Given the complexities associated with planning the ideal clearing strategy for a given experiment, many experienced users opt for a ‘buffet-style’ experimental design that combines the best features of multiple methods. “Very rarely do we actually use just CUBIC or just DISCO,” says Watson, noting that he increasingly finds himself using the hydrogel components from CLARITY to reinforce tissues cleared with CUBIC. And Zhu’s team has been working on a hybrid strategy that pairs aspects of their solvent-based ‘fDISCO’ technique12 with a hydrophilic technique developed in their lab. “The new method makes tissues that are very, very clear,” she says.

Brains from two normal and two irradiated mice cleared using 3DISCO and imaged by reflected light confocal. Surface rending of ventricles (red). Credit: Alan Watson, Simon Watkins, Michael Epperly, and Joel Greenberger, University of Pittsburgh.

Regardless of the method selected, all clearing experiments tend to converge upon a similar set of challenges on the imaging and analysis side. Light-sheet microscopy is the imaging platform of choice for virtually all tissue-clearing experiments. Rather than scanning with a focused laser as in a confocal microscope, these instruments illuminate samples with a two-dimensional sheet of light, enabling the rapid collection of image data from relatively large volumes. “Light-sheet can image clarified tissues much faster compared to confocal, with lower photobleaching,” says Peng Fei, a collaborator of Zhu’s at the Huazhong University of Science and Technology. In one recent publication13, their team described an imaging strategy that allowed them to achieve high-quality volumetric imaging of an entire mouse brain within a matter of minutes.

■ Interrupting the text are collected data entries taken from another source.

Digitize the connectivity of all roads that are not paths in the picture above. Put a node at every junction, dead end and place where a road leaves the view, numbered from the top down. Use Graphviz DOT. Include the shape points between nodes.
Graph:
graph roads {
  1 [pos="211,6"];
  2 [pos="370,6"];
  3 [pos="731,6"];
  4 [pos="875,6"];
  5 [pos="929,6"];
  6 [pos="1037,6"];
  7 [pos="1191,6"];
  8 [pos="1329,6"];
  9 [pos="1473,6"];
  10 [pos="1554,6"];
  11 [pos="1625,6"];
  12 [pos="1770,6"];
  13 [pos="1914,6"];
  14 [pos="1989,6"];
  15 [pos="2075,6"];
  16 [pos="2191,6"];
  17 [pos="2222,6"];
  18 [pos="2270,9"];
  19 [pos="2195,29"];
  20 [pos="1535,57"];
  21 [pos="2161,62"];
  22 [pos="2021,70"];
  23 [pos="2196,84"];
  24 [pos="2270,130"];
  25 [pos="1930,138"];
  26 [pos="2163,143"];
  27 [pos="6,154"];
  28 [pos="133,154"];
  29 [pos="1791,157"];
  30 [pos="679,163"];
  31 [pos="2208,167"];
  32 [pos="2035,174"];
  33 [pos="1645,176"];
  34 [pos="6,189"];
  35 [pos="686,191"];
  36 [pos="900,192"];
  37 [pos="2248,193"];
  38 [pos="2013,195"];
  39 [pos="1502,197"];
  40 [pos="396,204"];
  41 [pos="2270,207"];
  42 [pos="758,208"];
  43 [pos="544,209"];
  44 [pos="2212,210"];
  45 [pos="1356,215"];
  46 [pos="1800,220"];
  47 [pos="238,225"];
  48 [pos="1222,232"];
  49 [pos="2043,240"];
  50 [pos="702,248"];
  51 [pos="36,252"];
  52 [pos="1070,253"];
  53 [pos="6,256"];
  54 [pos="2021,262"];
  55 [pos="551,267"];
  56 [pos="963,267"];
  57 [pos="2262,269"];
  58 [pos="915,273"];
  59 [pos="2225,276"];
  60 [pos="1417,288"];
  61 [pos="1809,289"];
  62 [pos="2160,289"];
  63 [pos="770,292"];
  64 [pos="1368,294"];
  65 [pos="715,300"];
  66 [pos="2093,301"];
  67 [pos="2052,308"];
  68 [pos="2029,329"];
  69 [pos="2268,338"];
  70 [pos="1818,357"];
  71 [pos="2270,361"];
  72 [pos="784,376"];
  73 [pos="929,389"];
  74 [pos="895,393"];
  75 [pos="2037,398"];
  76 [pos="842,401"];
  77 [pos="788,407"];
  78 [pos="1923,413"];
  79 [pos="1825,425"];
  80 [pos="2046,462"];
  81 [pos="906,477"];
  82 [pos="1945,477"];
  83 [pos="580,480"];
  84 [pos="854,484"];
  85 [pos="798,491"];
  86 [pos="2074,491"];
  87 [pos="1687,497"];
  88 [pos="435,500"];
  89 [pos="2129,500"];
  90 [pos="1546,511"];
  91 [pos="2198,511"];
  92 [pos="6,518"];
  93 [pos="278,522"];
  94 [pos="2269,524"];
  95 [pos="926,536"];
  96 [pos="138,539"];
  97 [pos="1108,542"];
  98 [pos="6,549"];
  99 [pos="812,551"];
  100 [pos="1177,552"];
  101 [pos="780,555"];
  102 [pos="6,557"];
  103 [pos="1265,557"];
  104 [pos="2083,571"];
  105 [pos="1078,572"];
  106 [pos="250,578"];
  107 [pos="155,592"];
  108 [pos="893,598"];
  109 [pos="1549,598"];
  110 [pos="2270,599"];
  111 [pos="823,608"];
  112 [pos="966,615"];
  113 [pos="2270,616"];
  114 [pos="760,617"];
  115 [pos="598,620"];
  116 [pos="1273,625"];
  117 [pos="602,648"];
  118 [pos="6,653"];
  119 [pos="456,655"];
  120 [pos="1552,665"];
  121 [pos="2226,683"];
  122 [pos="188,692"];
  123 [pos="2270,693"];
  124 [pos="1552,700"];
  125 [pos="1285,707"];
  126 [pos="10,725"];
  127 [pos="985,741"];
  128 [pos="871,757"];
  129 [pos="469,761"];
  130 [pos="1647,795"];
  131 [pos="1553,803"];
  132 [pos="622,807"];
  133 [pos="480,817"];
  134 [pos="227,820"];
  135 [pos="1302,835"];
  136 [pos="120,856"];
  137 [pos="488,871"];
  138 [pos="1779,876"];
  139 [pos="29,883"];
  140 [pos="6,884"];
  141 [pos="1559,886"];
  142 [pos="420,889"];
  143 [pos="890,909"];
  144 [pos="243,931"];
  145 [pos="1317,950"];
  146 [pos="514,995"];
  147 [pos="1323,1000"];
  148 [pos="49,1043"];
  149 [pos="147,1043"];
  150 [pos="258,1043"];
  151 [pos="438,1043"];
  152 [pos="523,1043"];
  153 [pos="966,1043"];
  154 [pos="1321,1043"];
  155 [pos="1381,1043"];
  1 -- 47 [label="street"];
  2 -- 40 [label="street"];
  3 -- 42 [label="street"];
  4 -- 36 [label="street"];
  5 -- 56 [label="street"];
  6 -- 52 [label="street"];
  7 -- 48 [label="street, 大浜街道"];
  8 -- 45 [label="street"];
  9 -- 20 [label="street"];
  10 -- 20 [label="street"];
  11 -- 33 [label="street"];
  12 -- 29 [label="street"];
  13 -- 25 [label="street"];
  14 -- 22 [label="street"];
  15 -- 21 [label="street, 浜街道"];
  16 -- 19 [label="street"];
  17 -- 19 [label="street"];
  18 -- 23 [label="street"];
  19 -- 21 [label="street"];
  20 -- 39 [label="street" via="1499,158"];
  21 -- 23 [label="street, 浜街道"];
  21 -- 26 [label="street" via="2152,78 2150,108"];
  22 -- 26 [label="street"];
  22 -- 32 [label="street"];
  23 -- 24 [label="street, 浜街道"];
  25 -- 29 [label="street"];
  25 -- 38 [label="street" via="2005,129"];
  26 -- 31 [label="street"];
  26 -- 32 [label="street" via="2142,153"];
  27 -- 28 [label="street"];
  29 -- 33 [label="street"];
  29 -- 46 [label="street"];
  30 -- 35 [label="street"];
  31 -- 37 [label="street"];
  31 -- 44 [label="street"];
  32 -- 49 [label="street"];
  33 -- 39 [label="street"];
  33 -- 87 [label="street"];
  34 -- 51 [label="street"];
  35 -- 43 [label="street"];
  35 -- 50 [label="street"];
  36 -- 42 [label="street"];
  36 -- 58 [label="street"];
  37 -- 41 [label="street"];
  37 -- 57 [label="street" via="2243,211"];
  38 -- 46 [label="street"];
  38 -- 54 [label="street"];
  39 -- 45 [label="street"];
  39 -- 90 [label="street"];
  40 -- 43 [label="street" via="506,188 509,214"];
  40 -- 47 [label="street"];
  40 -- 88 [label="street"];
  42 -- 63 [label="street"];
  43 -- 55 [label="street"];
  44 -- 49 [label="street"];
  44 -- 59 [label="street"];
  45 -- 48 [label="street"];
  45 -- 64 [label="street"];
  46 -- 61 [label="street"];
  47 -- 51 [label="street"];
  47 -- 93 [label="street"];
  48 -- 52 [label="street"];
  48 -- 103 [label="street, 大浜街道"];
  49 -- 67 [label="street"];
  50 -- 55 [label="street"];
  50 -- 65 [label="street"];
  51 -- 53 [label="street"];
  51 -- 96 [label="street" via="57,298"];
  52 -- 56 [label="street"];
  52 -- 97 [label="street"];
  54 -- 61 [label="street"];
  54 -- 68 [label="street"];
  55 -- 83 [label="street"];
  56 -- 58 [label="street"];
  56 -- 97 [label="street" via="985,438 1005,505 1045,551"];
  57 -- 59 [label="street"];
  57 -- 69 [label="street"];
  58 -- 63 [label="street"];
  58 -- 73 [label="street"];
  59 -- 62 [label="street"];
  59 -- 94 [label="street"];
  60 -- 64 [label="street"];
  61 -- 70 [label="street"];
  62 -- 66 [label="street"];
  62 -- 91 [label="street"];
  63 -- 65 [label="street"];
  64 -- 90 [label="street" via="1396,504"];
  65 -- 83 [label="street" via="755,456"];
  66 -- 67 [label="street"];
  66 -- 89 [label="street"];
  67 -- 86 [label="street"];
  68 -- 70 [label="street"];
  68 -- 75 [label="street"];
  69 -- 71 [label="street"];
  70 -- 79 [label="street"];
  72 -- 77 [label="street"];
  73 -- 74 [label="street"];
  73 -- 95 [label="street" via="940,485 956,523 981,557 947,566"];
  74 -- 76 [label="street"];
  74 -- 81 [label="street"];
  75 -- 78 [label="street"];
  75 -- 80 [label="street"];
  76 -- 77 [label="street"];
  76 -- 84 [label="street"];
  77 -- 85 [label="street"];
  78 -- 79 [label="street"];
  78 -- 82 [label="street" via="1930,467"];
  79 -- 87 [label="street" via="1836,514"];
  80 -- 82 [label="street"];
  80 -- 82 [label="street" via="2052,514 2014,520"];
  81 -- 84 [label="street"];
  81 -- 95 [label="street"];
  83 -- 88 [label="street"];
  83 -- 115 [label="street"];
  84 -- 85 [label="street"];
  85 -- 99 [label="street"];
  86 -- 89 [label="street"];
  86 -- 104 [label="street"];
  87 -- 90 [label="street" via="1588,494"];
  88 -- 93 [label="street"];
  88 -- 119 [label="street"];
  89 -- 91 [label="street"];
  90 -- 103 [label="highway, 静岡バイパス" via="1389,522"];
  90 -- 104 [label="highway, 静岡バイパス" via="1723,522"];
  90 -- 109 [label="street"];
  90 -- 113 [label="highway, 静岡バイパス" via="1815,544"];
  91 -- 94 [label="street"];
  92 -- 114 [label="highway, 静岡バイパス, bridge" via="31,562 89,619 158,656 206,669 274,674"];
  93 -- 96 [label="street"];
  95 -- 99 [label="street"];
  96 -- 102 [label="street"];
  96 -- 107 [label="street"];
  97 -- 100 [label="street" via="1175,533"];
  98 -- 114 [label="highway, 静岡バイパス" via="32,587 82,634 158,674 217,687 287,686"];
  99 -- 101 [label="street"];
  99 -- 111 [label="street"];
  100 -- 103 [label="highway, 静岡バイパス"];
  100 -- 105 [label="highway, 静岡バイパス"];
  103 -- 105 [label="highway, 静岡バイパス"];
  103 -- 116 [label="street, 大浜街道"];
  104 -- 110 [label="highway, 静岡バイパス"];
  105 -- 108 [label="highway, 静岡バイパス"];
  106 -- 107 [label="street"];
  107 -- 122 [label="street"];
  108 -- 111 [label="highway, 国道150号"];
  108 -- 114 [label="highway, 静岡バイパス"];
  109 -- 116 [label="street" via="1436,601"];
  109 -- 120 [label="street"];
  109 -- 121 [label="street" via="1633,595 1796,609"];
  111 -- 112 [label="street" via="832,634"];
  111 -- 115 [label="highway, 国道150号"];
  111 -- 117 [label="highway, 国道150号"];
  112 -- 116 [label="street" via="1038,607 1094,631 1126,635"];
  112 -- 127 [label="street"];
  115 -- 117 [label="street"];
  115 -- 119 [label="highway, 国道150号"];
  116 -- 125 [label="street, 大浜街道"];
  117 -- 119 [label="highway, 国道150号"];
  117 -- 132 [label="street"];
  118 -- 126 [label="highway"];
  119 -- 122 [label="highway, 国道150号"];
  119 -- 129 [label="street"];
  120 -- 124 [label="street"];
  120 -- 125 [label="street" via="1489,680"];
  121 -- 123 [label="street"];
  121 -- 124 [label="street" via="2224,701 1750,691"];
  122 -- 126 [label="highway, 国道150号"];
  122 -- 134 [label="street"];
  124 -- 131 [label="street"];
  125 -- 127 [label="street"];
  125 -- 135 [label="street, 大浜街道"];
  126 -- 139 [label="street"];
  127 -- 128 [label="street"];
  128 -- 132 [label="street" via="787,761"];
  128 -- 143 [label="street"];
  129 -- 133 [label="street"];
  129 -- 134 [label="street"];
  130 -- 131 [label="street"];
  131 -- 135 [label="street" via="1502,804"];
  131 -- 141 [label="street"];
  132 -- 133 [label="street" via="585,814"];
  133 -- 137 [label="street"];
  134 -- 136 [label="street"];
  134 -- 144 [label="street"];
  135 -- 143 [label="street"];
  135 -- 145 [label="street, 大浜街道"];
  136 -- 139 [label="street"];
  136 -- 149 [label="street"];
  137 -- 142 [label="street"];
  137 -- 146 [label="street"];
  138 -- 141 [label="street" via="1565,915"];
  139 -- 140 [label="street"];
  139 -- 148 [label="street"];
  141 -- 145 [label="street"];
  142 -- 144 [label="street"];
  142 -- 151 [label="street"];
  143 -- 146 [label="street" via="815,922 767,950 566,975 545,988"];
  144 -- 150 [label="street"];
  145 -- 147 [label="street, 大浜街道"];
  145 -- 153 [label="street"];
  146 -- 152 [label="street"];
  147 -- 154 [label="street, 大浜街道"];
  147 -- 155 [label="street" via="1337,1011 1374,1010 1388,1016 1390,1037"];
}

But light-sheet experiments can also be tricky to set up—particularly if one is looking to image specimens larger than an isolated mouse organ. “They’re beautiful systems, but they have to be designed very specifically for the type of clearing and the type of tissues that you’re trying to image,” says Watson. Several groups have demonstrated the feasibility of using existing clearing techniques on organs from bigger animal models — for example, Ueda’s team has used CUBIC to render a hemisphere of the marmoset brain transparent14. However, imaging these tissues is no mean feat. It requires an appropriately designed instrument and ample time, and light-sheet image quality falters as one looks deeper and deeper into a thick specimen. “Even with an entire mouse brain, we still observe degradation of image quality,” says Fei.

These experiments can also leave researchers drowning in data. “You’re probably producing a bare minimum of about a terabyte of data per day, and that’s per fluorescence channel,” says Watson. A few groups have developed software that can help wrangle these tremendous volumes of data. For example, the iDISCO team devised an analytical tool called ClearMAP5 that is now widely used in the field. Even with a robust algorithmic pipeline, the regular output of a clearing project can tax a lab’s computational capacity, and Fei says that his team relies on high-performance computing workstations to manage the data load.

But even with these challenges, tissue clearing has already proven to be a transformative tool for scientists at every level. Ueda notes that the CUBIC reagents—which are now commercially available—are already being used as a learning tool in some high school science labs. In the meantime, his team is already making plans for their next ambitious project. “I want to make every single organism into a digitalized version—so now we are trying to digitalize a rat brain and a marmoset brain,” says Ueda.